▶ DIRECTIONS FOR THIS TASK: Reproduce the records that follow exactly as they are written.

▶ GIVEN DATA:

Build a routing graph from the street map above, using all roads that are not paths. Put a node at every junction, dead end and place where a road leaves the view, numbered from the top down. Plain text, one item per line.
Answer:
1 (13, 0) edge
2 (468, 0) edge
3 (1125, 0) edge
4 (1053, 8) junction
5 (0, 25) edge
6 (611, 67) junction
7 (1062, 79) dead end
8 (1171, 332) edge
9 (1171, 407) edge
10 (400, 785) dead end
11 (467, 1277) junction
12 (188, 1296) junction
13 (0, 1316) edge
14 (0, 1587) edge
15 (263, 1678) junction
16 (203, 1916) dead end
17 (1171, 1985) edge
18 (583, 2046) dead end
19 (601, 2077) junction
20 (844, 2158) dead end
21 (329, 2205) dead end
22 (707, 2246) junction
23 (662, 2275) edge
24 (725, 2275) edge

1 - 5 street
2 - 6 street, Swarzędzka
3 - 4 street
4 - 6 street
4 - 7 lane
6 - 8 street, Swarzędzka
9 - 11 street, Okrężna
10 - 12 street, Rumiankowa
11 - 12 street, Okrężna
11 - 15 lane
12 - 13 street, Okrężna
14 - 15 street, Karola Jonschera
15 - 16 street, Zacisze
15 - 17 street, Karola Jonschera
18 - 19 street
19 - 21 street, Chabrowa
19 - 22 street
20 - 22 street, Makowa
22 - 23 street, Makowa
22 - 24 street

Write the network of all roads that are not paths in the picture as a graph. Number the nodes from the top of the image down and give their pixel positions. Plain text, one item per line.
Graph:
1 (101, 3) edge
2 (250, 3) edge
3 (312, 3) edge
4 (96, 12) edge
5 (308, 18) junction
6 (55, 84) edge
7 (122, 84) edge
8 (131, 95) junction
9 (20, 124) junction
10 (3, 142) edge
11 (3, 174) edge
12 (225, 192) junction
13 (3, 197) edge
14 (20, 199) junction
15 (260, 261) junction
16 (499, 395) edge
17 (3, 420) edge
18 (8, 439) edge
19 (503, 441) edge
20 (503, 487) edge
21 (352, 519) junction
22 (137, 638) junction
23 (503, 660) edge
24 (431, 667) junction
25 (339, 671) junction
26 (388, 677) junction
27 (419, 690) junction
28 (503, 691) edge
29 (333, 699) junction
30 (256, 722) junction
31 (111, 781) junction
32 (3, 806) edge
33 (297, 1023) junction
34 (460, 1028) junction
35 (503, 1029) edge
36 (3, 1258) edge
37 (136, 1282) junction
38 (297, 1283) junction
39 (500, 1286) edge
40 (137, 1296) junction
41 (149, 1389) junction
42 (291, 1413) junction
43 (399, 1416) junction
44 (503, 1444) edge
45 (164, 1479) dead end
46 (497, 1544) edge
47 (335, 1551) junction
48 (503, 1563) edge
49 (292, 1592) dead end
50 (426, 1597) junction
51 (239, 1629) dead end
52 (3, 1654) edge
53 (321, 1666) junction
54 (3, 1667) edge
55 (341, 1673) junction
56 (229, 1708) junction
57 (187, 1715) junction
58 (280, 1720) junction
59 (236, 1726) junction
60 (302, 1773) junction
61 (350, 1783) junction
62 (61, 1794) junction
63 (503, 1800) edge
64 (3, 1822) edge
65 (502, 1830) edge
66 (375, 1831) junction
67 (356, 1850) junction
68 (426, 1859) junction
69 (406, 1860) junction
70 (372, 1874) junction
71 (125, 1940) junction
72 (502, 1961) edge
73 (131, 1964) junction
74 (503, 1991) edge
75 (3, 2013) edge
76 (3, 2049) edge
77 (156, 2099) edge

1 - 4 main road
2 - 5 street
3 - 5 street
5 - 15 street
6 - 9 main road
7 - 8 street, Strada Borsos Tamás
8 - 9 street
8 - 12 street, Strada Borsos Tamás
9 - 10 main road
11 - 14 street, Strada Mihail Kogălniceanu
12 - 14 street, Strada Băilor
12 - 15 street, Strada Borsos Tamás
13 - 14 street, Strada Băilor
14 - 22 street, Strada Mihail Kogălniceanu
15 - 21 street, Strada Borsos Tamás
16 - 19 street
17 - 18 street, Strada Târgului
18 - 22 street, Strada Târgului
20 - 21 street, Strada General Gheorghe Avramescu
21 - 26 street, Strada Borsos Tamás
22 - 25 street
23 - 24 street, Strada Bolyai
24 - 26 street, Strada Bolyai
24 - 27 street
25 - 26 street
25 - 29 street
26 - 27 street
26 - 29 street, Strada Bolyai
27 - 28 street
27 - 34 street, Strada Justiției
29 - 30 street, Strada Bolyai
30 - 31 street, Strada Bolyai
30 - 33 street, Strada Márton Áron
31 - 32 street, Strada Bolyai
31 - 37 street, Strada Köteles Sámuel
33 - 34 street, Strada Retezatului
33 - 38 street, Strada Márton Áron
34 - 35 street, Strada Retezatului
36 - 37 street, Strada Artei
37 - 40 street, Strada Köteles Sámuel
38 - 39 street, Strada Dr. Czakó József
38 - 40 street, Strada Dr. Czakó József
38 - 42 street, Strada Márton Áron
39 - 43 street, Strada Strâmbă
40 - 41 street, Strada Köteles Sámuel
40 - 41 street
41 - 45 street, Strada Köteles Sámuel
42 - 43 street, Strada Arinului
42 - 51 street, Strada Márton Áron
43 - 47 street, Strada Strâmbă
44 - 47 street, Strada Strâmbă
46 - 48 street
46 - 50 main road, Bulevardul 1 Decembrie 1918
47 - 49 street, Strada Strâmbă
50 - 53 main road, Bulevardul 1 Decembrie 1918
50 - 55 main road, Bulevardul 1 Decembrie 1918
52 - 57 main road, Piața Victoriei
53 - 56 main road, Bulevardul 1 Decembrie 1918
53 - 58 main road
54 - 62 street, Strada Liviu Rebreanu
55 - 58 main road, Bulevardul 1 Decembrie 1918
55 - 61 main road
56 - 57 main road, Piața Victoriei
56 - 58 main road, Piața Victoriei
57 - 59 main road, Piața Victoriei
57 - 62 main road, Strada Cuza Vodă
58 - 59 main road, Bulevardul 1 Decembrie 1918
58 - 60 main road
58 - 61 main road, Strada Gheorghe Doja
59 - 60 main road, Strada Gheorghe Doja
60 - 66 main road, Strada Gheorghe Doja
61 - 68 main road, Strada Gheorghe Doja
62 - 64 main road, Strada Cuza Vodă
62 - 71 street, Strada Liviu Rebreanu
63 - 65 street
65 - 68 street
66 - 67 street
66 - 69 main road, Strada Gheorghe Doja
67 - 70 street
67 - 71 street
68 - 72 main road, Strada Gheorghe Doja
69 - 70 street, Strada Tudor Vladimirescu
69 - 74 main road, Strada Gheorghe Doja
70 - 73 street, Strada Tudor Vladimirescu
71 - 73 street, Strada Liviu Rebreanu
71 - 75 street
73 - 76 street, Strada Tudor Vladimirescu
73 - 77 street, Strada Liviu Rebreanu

▶ EXPECTED ANSWER:
Build a routing graph from the street map above, using all roads that are not paths. Put a node at every junction, dead end and place where a road leaves the view, numbered from the top down. Plain text, one item per line.
Answer:
1 (13, 0) edge
2 (468, 0) edge
3 (1125, 0) edge
4 (1053, 8) junction
5 (0, 25) edge
6 (611, 67) junction
7 (1062, 79) dead end
8 (1171, 332) edge
9 (1171, 407) edge
10 (400, 785) dead end
11 (467, 1277) junction
12 (188, 1296) junction
13 (0, 1316) edge
14 (0, 1587) edge
15 (263, 1678) junction
16 (203, 1916) dead end
17 (1171, 1985) edge
18 (583, 2046) dead end
19 (601, 2077) junction
20 (844, 2158) dead end
21 (329, 2205) dead end
22 (707, 2246) junction
23 (662, 2275) edge
24 (725, 2275) edge

1 - 5 street
2 - 6 street, Swarzędzka
3 - 4 street
4 - 6 street
4 - 7 lane
6 - 8 street, Swarzędzka
9 - 11 street, Okrężna
10 - 12 street, Rumiankowa
11 - 12 street, Okrężna
11 - 15 lane
12 - 13 street, Okrężna
14 - 15 street, Karola Jonschera
15 - 16 street, Zacisze
15 - 17 street, Karola Jonschera
18 - 19 street
19 - 21 street, Chabrowa
19 - 22 street
20 - 22 street, Makowa
22 - 23 street, Makowa
22 - 24 street

Write the network of all roads that are not paths in the picture as a graph. Number the nodes from the top of the image down and give their pixel positions. Plain text, one item per line.
Graph:
1 (101, 3) edge
2 (250, 3) edge
3 (312, 3) edge
4 (96, 12) edge
5 (308, 18) junction
6 (55, 84) edge
7 (122, 84) edge
8 (131, 95) junction
9 (20, 124) junction
10 (3, 142) edge
11 (3, 174) edge
12 (225, 192) junction
13 (3, 197) edge
14 (20, 199) junction
15 (260, 261) junction
16 (499, 395) edge
17 (3, 420) edge
18 (8, 439) edge
19 (503, 441) edge
20 (503, 487) edge
21 (352, 519) junction
22 (137, 638) junction
23 (503, 660) edge
24 (431, 667) junction
25 (339, 671) junction
26 (388, 677) junction
27 (419, 690) junction
28 (503, 691) edge
29 (333, 699) junction
30 (256, 722) junction
31 (111, 781) junction
32 (3, 806) edge
33 (297, 1023) junction
34 (460, 1028) junction
35 (503, 1029) edge
36 (3, 1258) edge
37 (136, 1282) junction
38 (297, 1283) junction
39 (500, 1286) edge
40 (137, 1296) junction
41 (149, 1389) junction
42 (291, 1413) junction
43 (399, 1416) junction
44 (503, 1444) edge
45 (164, 1479) dead end
46 (497, 1544) edge
47 (335, 1551) junction
48 (503, 1563) edge
49 (292, 1592) dead end
50 (426, 1597) junction
51 (239, 1629) dead end
52 (3, 1654) edge
53 (321, 1666) junction
54 (3, 1667) edge
55 (341, 1673) junction
56 (229, 1708) junction
57 (187, 1715) junction
58 (280, 1720) junction
59 (236, 1726) junction
60 (302, 1773) junction
61 (350, 1783) junction
62 (61, 1794) junction
63 (503, 1800) edge
64 (3, 1822) edge
65 (502, 1830) edge
66 (375, 1831) junction
67 (356, 1850) junction
68 (426, 1859) junction
69 (406, 1860) junction
70 (372, 1874) junction
71 (125, 1940) junction
72 (502, 1961) edge
73 (131, 1964) junction
74 (503, 1991) edge
75 (3, 2013) edge
76 (3, 2049) edge
77 (156, 2099) edge

1 - 4 main road
2 - 5 street
3 - 5 street
5 - 15 street
6 - 9 main road
7 - 8 street, Strada Borsos Tamás
8 - 9 street
8 - 12 street, Strada Borsos Tamás
9 - 10 main road
11 - 14 street, Strada Mihail Kogălniceanu
12 - 14 street, Strada Băilor
12 - 15 street, Strada Borsos Tamás
13 - 14 street, Strada Băilor
14 - 22 street, Strada Mihail Kogălniceanu
15 - 21 street, Strada Borsos Tamás
16 - 19 street
17 - 18 street, Strada Târgului
18 - 22 street, Strada Târgului
20 - 21 street, Strada General Gheorghe Avramescu
21 - 26 street, Strada Borsos Tamás
22 - 25 street
23 - 24 street, Strada Bolyai
24 - 26 street, Strada Bolyai
24 - 27 street
25 - 26 street
25 - 29 street
26 - 27 street
26 - 29 street, Strada Bolyai
27 - 28 street
27 - 34 street, Strada Justiției
29 - 30 street, Strada Bolyai
30 - 31 street, Strada Bolyai
30 - 33 street, Strada Márton Áron
31 - 32 street, Strada Bolyai
31 - 37 street, Strada Köteles Sámuel
33 - 34 street, Strada Retezatului
33 - 38 street, Strada Márton Áron
34 - 35 street, Strada Retezatului
36 - 37 street, Strada Artei
37 - 40 street, Strada Köteles Sámuel
38 - 39 street, Strada Dr. Czakó József
38 - 40 street, Strada Dr. Czakó József
38 - 42 street, Strada Márton Áron
39 - 43 street, Strada Strâmbă
40 - 41 street, Strada Köteles Sámuel
40 - 41 street
41 - 45 street, Strada Köteles Sámuel
42 - 43 street, Strada Arinului
42 - 51 street, Strada Márton Áron
43 - 47 street, Strada Strâmbă
44 - 47 street, Strada Strâmbă
46 - 48 street
46 - 50 main road, Bulevardul 1 Decembrie 1918
47 - 49 street, Strada Strâmbă
50 - 53 main road, Bulevardul 1 Decembrie 1918
50 - 55 main road, Bulevardul 1 Decembrie 1918
52 - 57 main road, Piața Victoriei
53 - 56 main road, Bulevardul 1 Decembrie 1918
53 - 58 main road
54 - 62 street, Strada Liviu Rebreanu
55 - 58 main road, Bulevardul 1 Decembrie 1918
55 - 61 main road
56 - 57 main road, Piața Victoriei
56 - 58 main road, Piața Victoriei
57 - 59 main road, Piața Victoriei
57 - 62 main road, Strada Cuza Vodă
58 - 59 main road, Bulevardul 1 Decembrie 1918
58 - 60 main road
58 - 61 main road, Strada Gheorghe Doja
59 - 60 main road, Strada Gheorghe Doja
60 - 66 main road, Strada Gheorghe Doja
61 - 68 main road, Strada Gheorghe Doja
62 - 64 main road, Strada Cuza Vodă
62 - 71 street, Strada Liviu Rebreanu
63 - 65 street
65 - 68 street
66 - 67 street
66 - 69 main road, Strada Gheorghe Doja
67 - 70 street
67 - 71 street
68 - 72 main road, Strada Gheorghe Doja
69 - 70 street, Strada Tudor Vladimirescu
69 - 74 main road, Strada Gheorghe Doja
70 - 73 street, Strada Tudor Vladimirescu
71 - 73 street, Strada Liviu Rebreanu
71 - 75 street
73 - 76 street, Strada Tudor Vladimirescu
73 - 77 street, Strada Liviu Rebreanu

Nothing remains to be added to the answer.